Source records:
==============================

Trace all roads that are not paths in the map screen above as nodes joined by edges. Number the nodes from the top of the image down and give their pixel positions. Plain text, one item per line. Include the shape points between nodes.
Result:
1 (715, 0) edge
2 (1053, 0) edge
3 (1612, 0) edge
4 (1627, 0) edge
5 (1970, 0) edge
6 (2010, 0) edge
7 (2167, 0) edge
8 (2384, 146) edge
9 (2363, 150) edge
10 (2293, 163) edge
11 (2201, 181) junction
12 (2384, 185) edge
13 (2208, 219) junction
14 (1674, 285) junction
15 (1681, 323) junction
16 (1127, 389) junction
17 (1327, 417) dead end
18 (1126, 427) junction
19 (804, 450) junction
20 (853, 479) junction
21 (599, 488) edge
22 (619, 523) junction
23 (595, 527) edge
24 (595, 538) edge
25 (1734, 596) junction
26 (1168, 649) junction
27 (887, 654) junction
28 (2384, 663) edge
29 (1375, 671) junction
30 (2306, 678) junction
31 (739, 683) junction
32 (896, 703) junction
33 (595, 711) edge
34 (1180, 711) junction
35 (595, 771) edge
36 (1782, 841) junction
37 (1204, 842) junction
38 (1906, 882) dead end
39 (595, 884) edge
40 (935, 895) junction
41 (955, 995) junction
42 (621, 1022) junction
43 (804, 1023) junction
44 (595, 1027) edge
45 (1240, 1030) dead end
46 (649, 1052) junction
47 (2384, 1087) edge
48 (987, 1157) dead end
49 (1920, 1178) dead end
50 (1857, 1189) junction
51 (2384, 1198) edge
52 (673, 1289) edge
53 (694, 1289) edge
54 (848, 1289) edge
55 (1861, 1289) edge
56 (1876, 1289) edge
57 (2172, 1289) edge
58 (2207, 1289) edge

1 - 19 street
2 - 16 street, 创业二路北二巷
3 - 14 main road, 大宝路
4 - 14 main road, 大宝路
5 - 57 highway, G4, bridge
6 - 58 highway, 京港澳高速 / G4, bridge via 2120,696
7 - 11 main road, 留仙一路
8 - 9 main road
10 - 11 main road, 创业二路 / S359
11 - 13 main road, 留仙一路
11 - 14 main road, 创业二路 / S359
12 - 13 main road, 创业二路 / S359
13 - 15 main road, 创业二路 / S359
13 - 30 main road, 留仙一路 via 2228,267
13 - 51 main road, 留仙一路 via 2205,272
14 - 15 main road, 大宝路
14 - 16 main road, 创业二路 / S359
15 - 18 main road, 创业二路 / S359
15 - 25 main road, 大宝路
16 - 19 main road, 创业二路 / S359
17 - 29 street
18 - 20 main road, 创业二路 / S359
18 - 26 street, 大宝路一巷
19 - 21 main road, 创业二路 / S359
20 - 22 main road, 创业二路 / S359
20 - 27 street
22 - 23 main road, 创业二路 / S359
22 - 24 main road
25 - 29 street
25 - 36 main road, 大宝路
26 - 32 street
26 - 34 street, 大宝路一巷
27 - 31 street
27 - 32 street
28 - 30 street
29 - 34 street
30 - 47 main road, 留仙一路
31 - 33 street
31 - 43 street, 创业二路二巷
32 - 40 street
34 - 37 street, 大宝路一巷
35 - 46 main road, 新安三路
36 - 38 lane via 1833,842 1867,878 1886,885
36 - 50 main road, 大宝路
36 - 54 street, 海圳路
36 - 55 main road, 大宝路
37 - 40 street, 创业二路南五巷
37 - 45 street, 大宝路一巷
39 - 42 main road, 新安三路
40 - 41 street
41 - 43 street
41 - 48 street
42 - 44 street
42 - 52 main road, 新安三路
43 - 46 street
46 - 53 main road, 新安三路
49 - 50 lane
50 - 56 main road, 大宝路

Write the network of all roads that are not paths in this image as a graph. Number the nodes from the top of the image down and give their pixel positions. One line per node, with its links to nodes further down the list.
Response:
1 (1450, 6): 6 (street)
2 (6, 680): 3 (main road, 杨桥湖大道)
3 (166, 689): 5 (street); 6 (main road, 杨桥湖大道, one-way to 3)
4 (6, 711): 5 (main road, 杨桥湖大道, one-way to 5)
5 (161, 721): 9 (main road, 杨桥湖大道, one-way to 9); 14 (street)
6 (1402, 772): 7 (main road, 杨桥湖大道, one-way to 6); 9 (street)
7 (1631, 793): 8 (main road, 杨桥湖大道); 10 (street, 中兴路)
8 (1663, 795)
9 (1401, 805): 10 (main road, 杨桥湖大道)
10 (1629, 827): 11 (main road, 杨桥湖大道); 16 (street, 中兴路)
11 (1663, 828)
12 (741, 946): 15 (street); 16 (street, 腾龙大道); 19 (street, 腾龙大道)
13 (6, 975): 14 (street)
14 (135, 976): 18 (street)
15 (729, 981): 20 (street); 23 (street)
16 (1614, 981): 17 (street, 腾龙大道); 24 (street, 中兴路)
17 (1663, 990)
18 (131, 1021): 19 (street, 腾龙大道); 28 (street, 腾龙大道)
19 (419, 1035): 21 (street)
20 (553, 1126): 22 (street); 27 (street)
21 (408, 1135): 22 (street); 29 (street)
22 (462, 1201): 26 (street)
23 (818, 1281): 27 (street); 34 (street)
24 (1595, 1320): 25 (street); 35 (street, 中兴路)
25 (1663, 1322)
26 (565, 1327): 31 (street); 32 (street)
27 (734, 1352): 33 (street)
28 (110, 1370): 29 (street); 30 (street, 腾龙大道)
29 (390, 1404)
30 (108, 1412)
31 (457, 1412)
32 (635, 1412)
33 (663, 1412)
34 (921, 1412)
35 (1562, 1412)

==============================

## EXERCISE DETAILS:
Please reproduce each entry above exactly as it reads.

## REPLY:
Trace all roads that are not paths in the map screen above as nodes joined by edges. Number the nodes from the top of the image down and give their pixel positions. Plain text, one item per line. Include the shape points between nodes.
Result:
1 (715, 0) edge
2 (1053, 0) edge
3 (1612, 0) edge
4 (1627, 0) edge
5 (1970, 0) edge
6 (2010, 0) edge
7 (2167, 0) edge
8 (2384, 146) edge
9 (2363, 150) edge
10 (2293, 163) edge
11 (2201, 181) junction
12 (2384, 185) edge
13 (2208, 219) junction
14 (1674, 285) junction
15 (1681, 323) junction
16 (1127, 389) junction
17 (1327, 417) dead end
18 (1126, 427) junction
19 (804, 450) junction
20 (853, 479) junction
21 (599, 488) edge
22 (619, 523) junction
23 (595, 527) edge
24 (595, 538) edge
25 (1734, 596) junction
26 (1168, 649) junction
27 (887, 654) junction
28 (2384, 663) edge
29 (1375, 671) junction
30 (2306, 678) junction
31 (739, 683) junction
32 (896, 703) junction
33 (595, 711) edge
34 (1180, 711) junction
35 (595, 771) edge
36 (1782, 841) junction
37 (1204, 842) junction
38 (1906, 882) dead end
39 (595, 884) edge
40 (935, 895) junction
41 (955, 995) junction
42 (621, 1022) junction
43 (804, 1023) junction
44 (595, 1027) edge
45 (1240, 1030) dead end
46 (649, 1052) junction
47 (2384, 1087) edge
48 (987, 1157) dead end
49 (1920, 1178) dead end
50 (1857, 1189) junction
51 (2384, 1198) edge
52 (673, 1289) edge
53 (694, 1289) edge
54 (848, 1289) edge
55 (1861, 1289) edge
56 (1876, 1289) edge
57 (2172, 1289) edge
58 (2207, 1289) edge

1 - 19 street
2 - 16 street, 创业二路北二巷
3 - 14 main road, 大宝路
4 - 14 main road, 大宝路
5 - 57 highway, G4, bridge
6 - 58 highway, 京港澳高速 / G4, bridge via 2120,696
7 - 11 main road, 留仙一路
8 - 9 main road
10 - 11 main road, 创业二路 / S359
11 - 13 main road, 留仙一路
11 - 14 main road, 创业二路 / S359
12 - 13 main road, 创业二路 / S359
13 - 15 main road, 创业二路 / S359
13 - 30 main road, 留仙一路 via 2228,267
13 - 51 main road, 留仙一路 via 2205,272
14 - 15 main road, 大宝路
14 - 16 main road, 创业二路 / S359
15 - 18 main road, 创业二路 / S359
15 - 25 main road, 大宝路
16 - 19 main road, 创业二路 / S359
17 - 29 street
18 - 20 main road, 创业二路 / S359
18 - 26 street, 大宝路一巷
19 - 21 main road, 创业二路 / S359
20 - 22 main road, 创业二路 / S359
20 - 27 street
22 - 23 main road, 创业二路 / S359
22 - 24 main road
25 - 29 street
25 - 36 main road, 大宝路
26 - 32 street
26 - 34 street, 大宝路一巷
27 - 31 street
27 - 32 street
28 - 30 street
29 - 34 street
30 - 47 main road, 留仙一路
31 - 33 street
31 - 43 street, 创业二路二巷
32 - 40 street
34 - 37 street, 大宝路一巷
35 - 46 main road, 新安三路
36 - 38 lane via 1833,842 1867,878 1886,885
36 - 50 main road, 大宝路
36 - 54 street, 海圳路
36 - 55 main road, 大宝路
37 - 40 street, 创业二路南五巷
37 - 45 street, 大宝路一巷
39 - 42 main road, 新安三路
40 - 41 street
41 - 43 street
41 - 48 street
42 - 44 street
42 - 52 main road, 新安三路
43 - 46 street
46 - 53 main road, 新安三路
49 - 50 lane
50 - 56 main road, 大宝路

Write the network of all roads that are not paths in this image as a graph. Number the nodes from the top of the image down and give their pixel positions. One line per node, with its links to nodes further down the list.
Response:
1 (1450, 6): 6 (street)
2 (6, 680): 3 (main road, 杨桥湖大道)
3 (166, 689): 5 (street); 6 (main road, 杨桥湖大道, one-way to 3)
4 (6, 711): 5 (main road, 杨桥湖大道, one-way to 5)
5 (161, 721): 9 (main road, 杨桥湖大道, one-way to 9); 14 (street)
6 (1402, 772): 7 (main road, 杨桥湖大道, one-way to 6); 9 (street)
7 (1631, 793): 8 (main road, 杨桥湖大道); 10 (street, 中兴路)
8 (1663, 795)
9 (1401, 805): 10 (main road, 杨桥湖大道)
10 (1629, 827): 11 (main road, 杨桥湖大道); 16 (street, 中兴路)
11 (1663, 828)
12 (741, 946): 15 (street); 16 (street, 腾龙大道); 19 (street, 腾龙大道)
13 (6, 975): 14 (street)
14 (135, 976): 18 (street)
15 (729, 981): 20 (street); 23 (street)
16 (1614, 981): 17 (street, 腾龙大道); 24 (street, 中兴路)
17 (1663, 990)
18 (131, 1021): 19 (street, 腾龙大道); 28 (street, 腾龙大道)
19 (419, 1035): 21 (street)
20 (553, 1126): 22 (street); 27 (street)
21 (408, 1135): 22 (street); 29 (street)
22 (462, 1201): 26 (street)
23 (818, 1281): 27 (street); 34 (street)
24 (1595, 1320): 25 (street); 35 (street, 中兴路)
25 (1663, 1322)
26 (565, 1327): 31 (street); 32 (street)
27 (734, 1352): 33 (street)
28 (110, 1370): 29 (street); 30 (street, 腾龙大道)
29 (390, 1404)
30 (108, 1412)
31 (457, 1412)
32 (635, 1412)
33 (663, 1412)
34 (921, 1412)
35 (1562, 1412)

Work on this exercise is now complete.